**Work request**
Even if the data beneath seems repetitive, write it all out again exactly.

**Record set**
'''

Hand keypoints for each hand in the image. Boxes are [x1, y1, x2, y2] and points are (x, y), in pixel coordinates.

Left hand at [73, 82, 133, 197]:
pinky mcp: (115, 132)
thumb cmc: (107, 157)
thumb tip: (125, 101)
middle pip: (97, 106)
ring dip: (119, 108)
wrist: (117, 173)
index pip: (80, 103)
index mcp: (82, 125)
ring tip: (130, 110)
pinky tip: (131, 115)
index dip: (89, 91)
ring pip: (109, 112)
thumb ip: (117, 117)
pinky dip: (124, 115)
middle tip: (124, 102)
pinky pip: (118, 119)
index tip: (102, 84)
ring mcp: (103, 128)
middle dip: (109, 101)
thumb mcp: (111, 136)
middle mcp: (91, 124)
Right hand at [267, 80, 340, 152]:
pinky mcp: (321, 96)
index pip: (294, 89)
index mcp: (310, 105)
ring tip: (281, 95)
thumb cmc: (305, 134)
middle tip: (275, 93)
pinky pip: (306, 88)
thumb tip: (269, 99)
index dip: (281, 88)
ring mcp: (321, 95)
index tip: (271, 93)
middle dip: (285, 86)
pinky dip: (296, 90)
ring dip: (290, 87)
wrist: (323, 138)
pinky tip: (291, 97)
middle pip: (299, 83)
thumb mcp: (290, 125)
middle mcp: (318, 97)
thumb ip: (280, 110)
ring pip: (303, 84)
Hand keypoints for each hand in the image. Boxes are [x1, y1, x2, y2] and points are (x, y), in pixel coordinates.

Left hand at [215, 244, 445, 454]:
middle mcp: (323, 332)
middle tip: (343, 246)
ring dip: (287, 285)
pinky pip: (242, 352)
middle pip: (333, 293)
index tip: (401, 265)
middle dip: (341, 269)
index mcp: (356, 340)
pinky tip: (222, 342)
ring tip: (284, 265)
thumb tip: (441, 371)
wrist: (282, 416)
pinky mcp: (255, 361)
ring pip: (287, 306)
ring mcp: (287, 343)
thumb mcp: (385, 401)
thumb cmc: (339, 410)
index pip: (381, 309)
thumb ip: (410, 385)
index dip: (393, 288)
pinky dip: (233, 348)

'''

**Response to this task**
Hand keypoints for each hand in the image. Boxes are [x1, y1, x2, y2] and points are (x, y), in pixel coordinates.

Left hand at [73, 82, 133, 197]:
pinky mcp: (115, 132)
thumb cmc: (107, 157)
thumb tip: (125, 101)
middle pip: (97, 106)
ring dip: (119, 108)
wrist: (117, 173)
index pip: (80, 103)
index mcp: (82, 125)
ring tip: (130, 110)
pinky tip: (131, 115)
index dip: (89, 91)
ring pip: (109, 112)
thumb ip: (117, 117)
pinky dip: (124, 115)
middle tip: (124, 102)
pinky pip: (118, 119)
index tip: (102, 84)
ring mcp: (103, 128)
middle dip: (109, 101)
thumb mcp: (111, 136)
middle mcp: (91, 124)
Right hand at [267, 80, 340, 152]:
pinky mcp: (321, 96)
index pip: (294, 89)
index mcp: (310, 105)
ring tip: (281, 95)
thumb cmc: (305, 134)
middle tip: (275, 93)
pinky pip: (306, 88)
thumb tip: (269, 99)
index dip: (281, 88)
ring mcp: (321, 95)
index tip: (271, 93)
middle dip: (285, 86)
pinky dip: (296, 90)
ring dip: (290, 87)
wrist: (323, 138)
pinky tip: (291, 97)
middle pip: (299, 83)
thumb mcp: (290, 125)
middle mcp: (318, 97)
thumb ip: (280, 110)
ring pip: (303, 84)
Hand keypoints for each hand in the image. Boxes are [x1, y1, x2, y2] and points are (x, y), in pixel coordinates.

Left hand at [215, 244, 445, 454]:
middle mcp: (323, 332)
middle tip: (343, 246)
ring dip: (287, 285)
pinky pip: (242, 352)
middle pip: (333, 293)
index tip: (401, 265)
middle dip: (341, 269)
index mcp: (356, 340)
pinky tip: (222, 342)
ring tip: (284, 265)
thumb tip: (441, 371)
wrist: (282, 416)
pinky mcp: (255, 361)
ring pip: (287, 306)
ring mcp: (287, 343)
thumb mcp: (385, 401)
thumb cmc: (339, 410)
index pip: (381, 309)
thumb ip: (410, 385)
index dip: (393, 288)
pinky dip: (233, 348)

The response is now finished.